Accurate measurements are a crucial element in the construction process, from design studies through final construction. This is especially true for historic buildings, where maintenance or renovation projects may rely on timeworn linen drawings, which may be incomplete or inaccurate.
Technological advancements mean facilities experts can document measurements assisted by computer-aided design (CAD) programs – saving us time and money, now and into the future.
In the past, measurements were typically taken with a tape measure, paper and pencil. The layout was pieced together from countless dimensions, photos, and experience. As projects evolved, multiple site visits were required to fill in information gaps. 3D laser scanning provides an efficient, technologically advanced way to quickly and accurately capture as-built conditions for building documentation.
While Facilities Services has employed 3D scanning on new construction projects and some renovation projects in recent years, FS fully embraced the benefits of 3D scanning in FY2014 by executing exterior and interior building scans of some of the oldest and most historically significant structures on campus. This project encompassed all 35 Main Quadrangle buildings, including such icons as the Harper Memorial Library and Rosenwald and Swift halls. Scanners captured exact images of 205 floors encompassing nearly 2 million square feet, according to Charles Maher, director, business applications & data management.
“Capturing accurate as-built data has long been challenging for building owners, architects, engineers and contractors. Due to the age of some University buildings, we often rely on record drawings to provide information on existing conditions, but it’s common for record drawings to be inaccurate or out-of-date,” Maher said. “3D scanning provides cross sectional views of floors from building to building, and exact sizes of structural members, angles and complicated dimensions that can easily be derived or modeled for planning or future renovations.”
Laser scanning is essentially the swift capture of three-dimensional information reflected from an object or surface to a light sensor. It creates a 3D construct called a point cloud made from multiple scans that have been unified through a process of registration.
Once the point cloud data is consolidated, traditional deliverables such as 2D plans, elevations, and sections can be readily extracted. The point cloud data can also be the foundation for 3D modeling, such as Building Information Modeling (BIM), saving many hours of digital model building.
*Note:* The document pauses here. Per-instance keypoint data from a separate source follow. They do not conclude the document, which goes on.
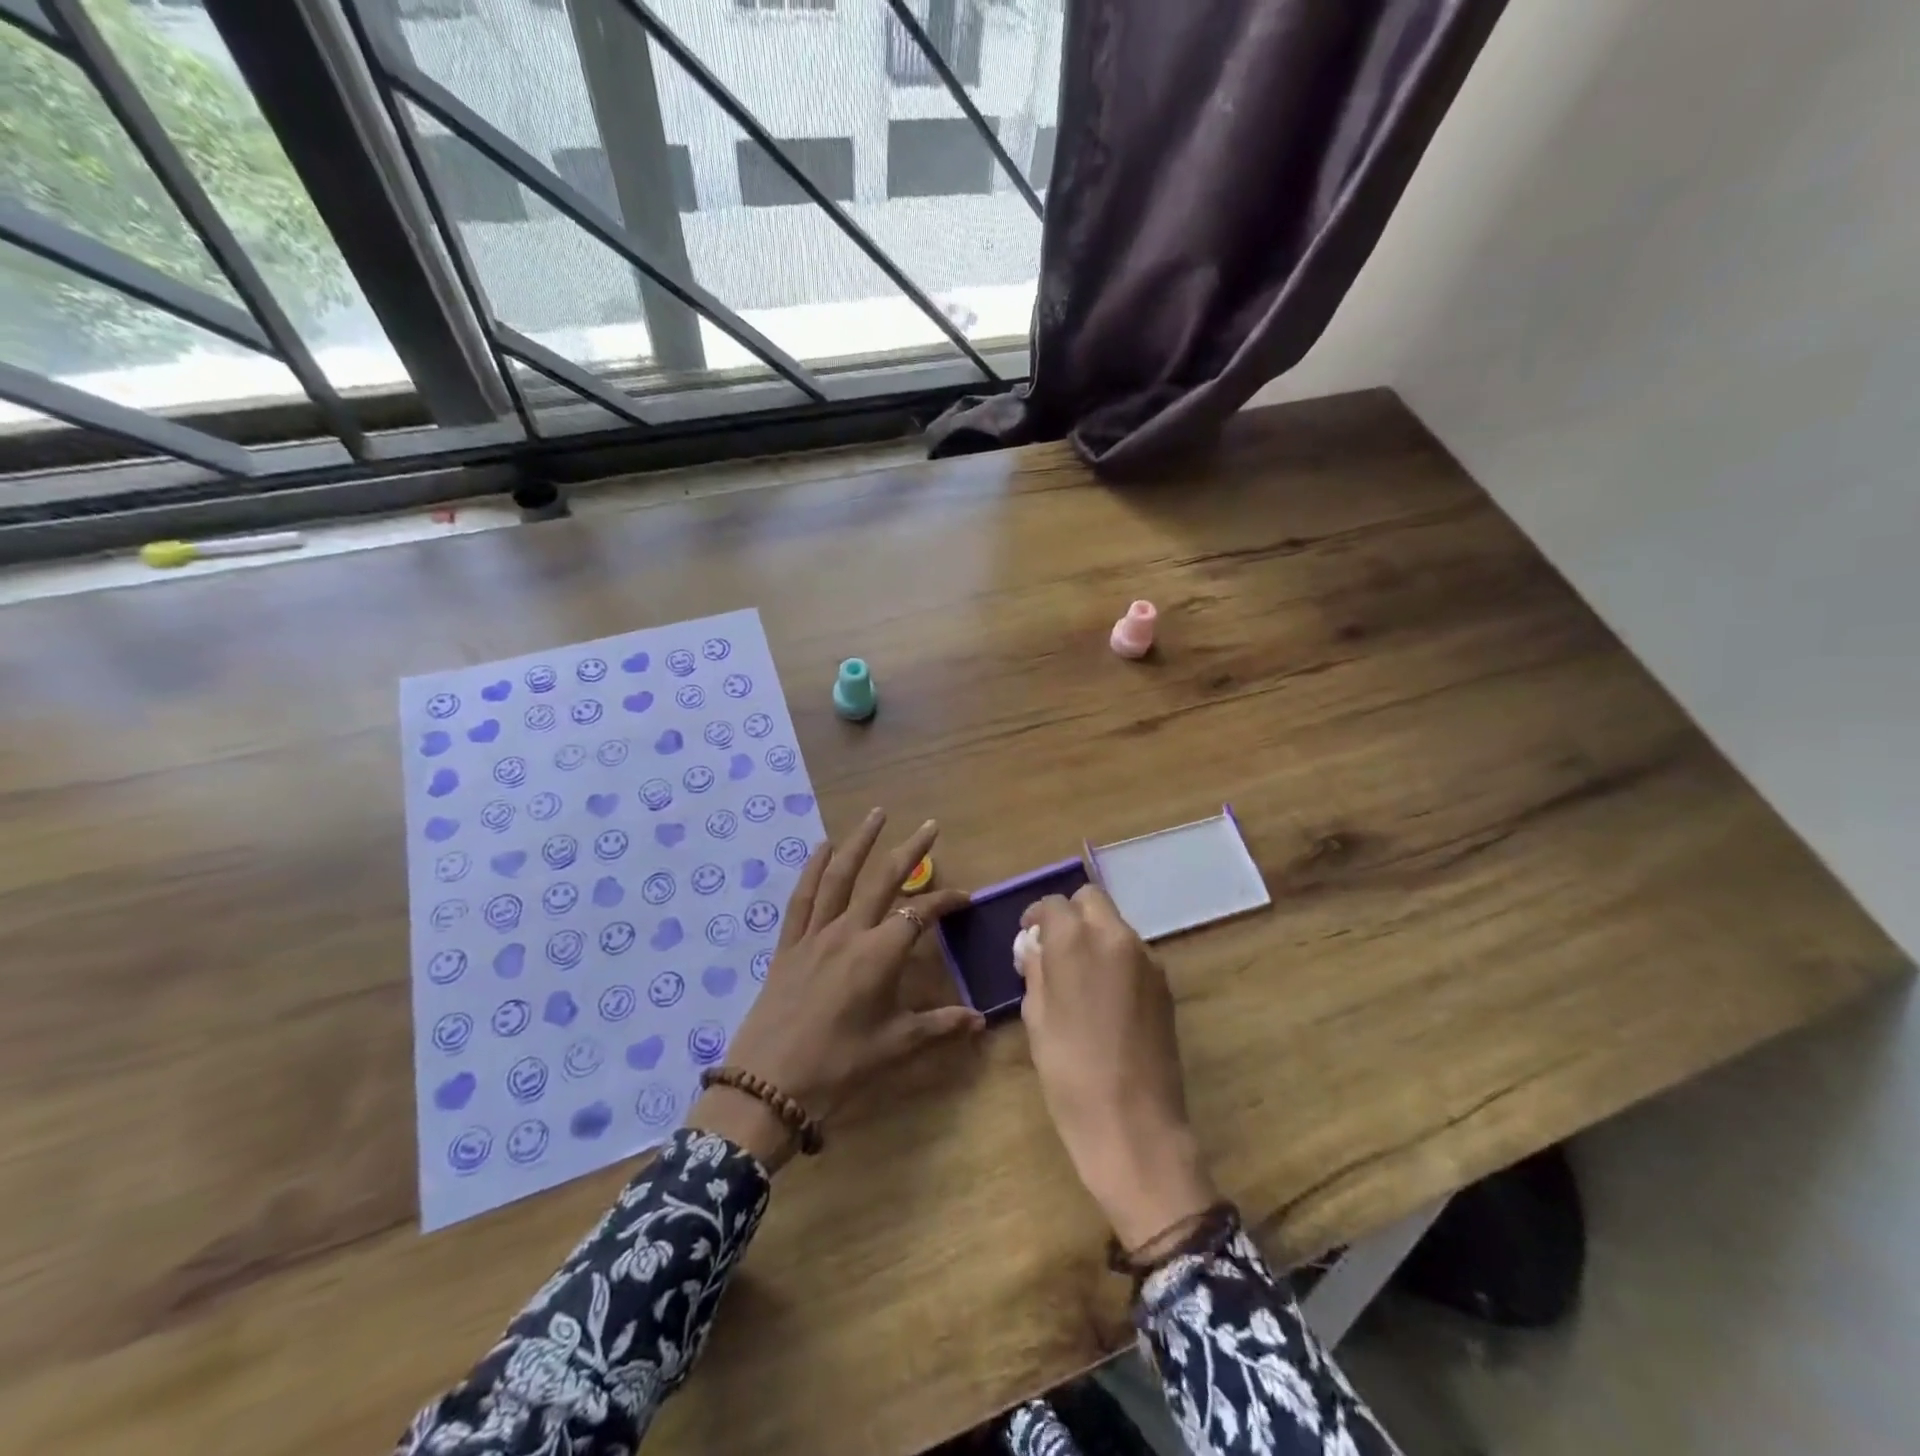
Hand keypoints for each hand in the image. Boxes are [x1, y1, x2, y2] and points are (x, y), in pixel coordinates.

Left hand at [688, 810, 981, 1170]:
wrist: (769, 1086)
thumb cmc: (838, 1066)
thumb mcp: (895, 1046)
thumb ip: (940, 1026)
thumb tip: (980, 1020)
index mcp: (879, 954)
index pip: (920, 914)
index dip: (945, 902)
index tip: (965, 898)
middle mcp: (849, 932)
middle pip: (883, 879)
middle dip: (910, 851)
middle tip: (929, 826)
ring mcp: (815, 934)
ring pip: (840, 877)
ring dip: (859, 842)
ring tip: (876, 814)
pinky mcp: (788, 945)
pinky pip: (801, 898)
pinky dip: (812, 869)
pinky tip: (822, 847)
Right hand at [1018, 886, 1218, 1249]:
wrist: (1134, 1124)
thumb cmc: (1069, 1072)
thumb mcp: (1037, 1018)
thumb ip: (1036, 971)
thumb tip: (1035, 948)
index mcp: (1076, 941)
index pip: (1054, 904)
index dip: (1037, 916)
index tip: (1029, 938)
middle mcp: (1116, 937)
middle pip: (1091, 900)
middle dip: (1070, 915)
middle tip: (1055, 949)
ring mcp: (1147, 959)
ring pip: (1115, 926)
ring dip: (1095, 936)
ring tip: (1080, 978)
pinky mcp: (1165, 984)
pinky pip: (1134, 954)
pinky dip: (1116, 959)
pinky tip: (1106, 998)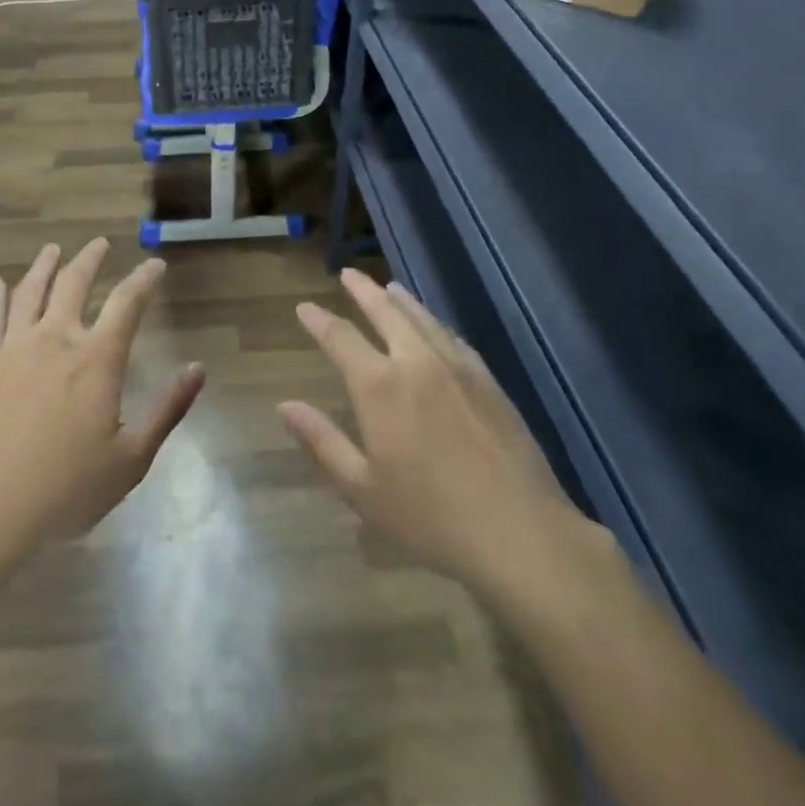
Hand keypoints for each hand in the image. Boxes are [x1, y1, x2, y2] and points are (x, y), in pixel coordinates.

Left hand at [0, 239, 204, 567]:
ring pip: (31, 291)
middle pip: (74, 283)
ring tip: (53, 250)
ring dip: (45, 266)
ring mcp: (14, 347)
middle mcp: (56, 339)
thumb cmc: (64, 490)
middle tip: (99, 244)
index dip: (144, 278)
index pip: (127, 302)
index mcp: (96, 360)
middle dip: (90, 259)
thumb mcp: (131, 460)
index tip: (155, 264)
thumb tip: (198, 369)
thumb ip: (167, 410)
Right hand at [280, 269, 598, 601]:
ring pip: (423, 319)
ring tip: (389, 287)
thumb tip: (285, 406)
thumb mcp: (362, 488)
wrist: (519, 531)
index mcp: (379, 385)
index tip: (305, 307)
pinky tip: (436, 328)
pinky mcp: (488, 382)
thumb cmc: (429, 516)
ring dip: (402, 300)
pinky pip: (454, 339)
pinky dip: (435, 324)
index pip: (341, 338)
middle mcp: (416, 362)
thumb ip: (322, 441)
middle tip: (348, 274)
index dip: (320, 320)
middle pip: (386, 312)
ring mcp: (457, 368)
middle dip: (364, 291)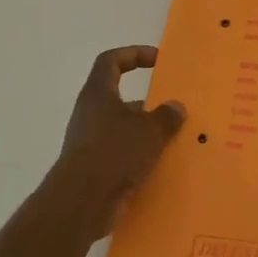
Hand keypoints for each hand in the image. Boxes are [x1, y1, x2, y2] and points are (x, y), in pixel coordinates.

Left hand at [36, 46, 185, 245]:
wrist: (82, 202)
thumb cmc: (114, 153)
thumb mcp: (150, 131)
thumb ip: (166, 116)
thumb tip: (175, 107)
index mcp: (98, 94)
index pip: (111, 60)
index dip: (134, 54)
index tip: (157, 59)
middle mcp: (90, 113)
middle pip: (119, 96)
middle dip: (147, 101)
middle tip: (173, 107)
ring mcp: (89, 141)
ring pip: (122, 128)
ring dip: (145, 131)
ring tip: (174, 139)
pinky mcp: (94, 167)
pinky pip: (121, 153)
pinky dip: (139, 156)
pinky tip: (161, 165)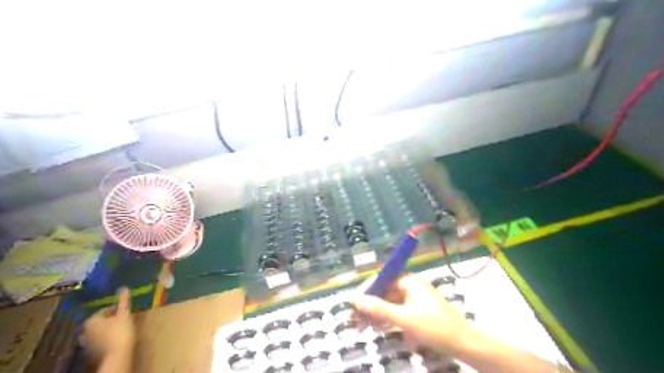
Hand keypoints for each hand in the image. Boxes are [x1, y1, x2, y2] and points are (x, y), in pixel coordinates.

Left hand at [81, 288, 135, 357]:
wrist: (116, 354)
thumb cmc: (120, 331)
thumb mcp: (124, 314)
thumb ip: (123, 301)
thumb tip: (124, 287)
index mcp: (91, 321)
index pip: (104, 310)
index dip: (116, 308)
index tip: (126, 309)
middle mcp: (85, 331)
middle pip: (100, 321)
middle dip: (111, 318)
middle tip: (124, 317)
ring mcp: (87, 342)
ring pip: (100, 331)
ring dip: (109, 327)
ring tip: (122, 326)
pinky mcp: (91, 351)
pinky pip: (100, 340)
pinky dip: (107, 337)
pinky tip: (117, 337)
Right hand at [352, 274, 470, 354]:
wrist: (465, 343)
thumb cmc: (434, 327)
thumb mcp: (404, 319)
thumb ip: (379, 309)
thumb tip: (356, 301)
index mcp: (407, 280)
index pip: (380, 279)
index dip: (365, 291)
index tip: (353, 305)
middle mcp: (410, 285)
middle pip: (384, 291)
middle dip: (369, 305)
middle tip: (355, 321)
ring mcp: (414, 297)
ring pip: (390, 302)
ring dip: (377, 313)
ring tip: (363, 327)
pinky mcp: (418, 309)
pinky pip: (398, 310)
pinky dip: (388, 318)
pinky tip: (380, 328)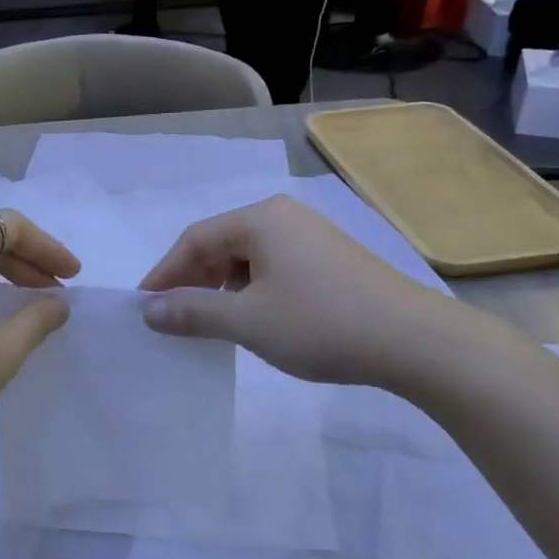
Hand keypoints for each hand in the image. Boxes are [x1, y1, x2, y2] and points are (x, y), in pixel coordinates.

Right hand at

“Our Operations team really benefits from these scans. Not only are the data available online, making it easy to access, it provides a virtual representation of building, floor and room space that shows visible attributes such as outlets, lighting, diffusers and so on,” Maher said. “This allows them to virtually be ‘in’ a space and ensure they have the right equipment on hand when performing maintenance and other tasks.”
Scanned data is visual, intuitive and immediately useful. While the raw scan data looks like a black and white photograph (shown at right), it is actually 3D geometric data that can be dimensioned and used to prepare CAD drawings and models, and thus ensure all construction and renovation projects at the University begin on solid and accurate footing.